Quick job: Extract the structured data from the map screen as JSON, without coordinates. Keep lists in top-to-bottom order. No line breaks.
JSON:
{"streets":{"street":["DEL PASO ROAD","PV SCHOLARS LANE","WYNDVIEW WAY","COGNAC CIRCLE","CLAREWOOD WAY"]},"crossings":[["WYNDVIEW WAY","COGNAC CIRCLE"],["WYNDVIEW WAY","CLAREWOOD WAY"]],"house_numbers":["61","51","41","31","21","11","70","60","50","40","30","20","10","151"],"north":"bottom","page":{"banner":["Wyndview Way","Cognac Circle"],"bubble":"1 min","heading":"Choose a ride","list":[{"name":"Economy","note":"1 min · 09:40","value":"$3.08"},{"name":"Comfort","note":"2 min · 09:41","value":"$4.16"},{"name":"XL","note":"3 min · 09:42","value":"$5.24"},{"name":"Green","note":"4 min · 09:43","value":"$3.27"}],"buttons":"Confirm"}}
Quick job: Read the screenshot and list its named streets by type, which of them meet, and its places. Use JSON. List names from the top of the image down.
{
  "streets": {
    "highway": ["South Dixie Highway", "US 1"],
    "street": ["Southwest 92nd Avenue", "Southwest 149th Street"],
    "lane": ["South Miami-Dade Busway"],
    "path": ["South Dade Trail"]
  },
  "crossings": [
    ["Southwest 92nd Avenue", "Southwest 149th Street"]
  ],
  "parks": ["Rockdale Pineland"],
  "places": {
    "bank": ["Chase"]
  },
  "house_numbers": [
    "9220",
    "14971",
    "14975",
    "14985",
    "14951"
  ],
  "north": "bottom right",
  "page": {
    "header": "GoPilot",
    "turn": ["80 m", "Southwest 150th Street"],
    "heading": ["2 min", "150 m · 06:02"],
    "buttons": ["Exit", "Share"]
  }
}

####

▶ **YOUR INSTRUCTIONS**
All the entries above should come back exactly as they are written.

▶ **TASK OUTPUT**
Quick job: Extract the structured data from the map screen as JSON, without coordinates. Keep lists in top-to-bottom order. No line breaks.
JSON:
{"streets":{"street":["DEL PASO ROAD","PV SCHOLARS LANE","WYNDVIEW WAY","COGNAC CIRCLE","CLAREWOOD WAY"]},"crossings":[["WYNDVIEW WAY","COGNAC CIRCLE"],["WYNDVIEW WAY","CLAREWOOD WAY"]],"house_numbers":["61","51","41","31","21","11","70","60","50","40","30","20","10","151"],"north":"bottom","page":{"banner":["Wyndview Way","Cognac Circle"],"bubble":"1 min","heading":"Choose a ride","list":[{"name":"Economy","note":"1 min · 09:40","value":"$3.08"},{"name":"Comfort","note":"2 min · 09:41","value":"$4.16"},{"name":"XL","note":"3 min · 09:42","value":"$5.24"},{"name":"Green","note":"4 min · 09:43","value":"$3.27"}],"buttons":"Confirm"}}
Quick job: Read the screenshot and list its named streets by type, which of them meet, and its places. Use JSON. List names from the top of the image down.
{
  "streets": {
    "highway": ["South Dixie Highway", "US 1"],
    "street": ["Southwest 92nd Avenue", "Southwest 149th Street"],
    "lane": ["South Miami-Dade Busway"],
    "path": ["South Dade Trail"]
  },
  "crossings": [
    ["Southwest 92nd Avenue", "Southwest 149th Street"]
  ],
  "parks": ["Rockdale Pineland"],
  "places": {
    "bank": ["Chase"]
  },
  "house_numbers": [
    "9220",
    "14971",
    "14975",
    "14985",
    "14951"
  ],
  "north": "bottom right",
  "page": {
    "header": "GoPilot",
    "turn": ["80 m", "Southwest 150th Street"],
    "heading": ["2 min", "150 m · 06:02"],
    "buttons": ["Exit", "Share"]
  }
}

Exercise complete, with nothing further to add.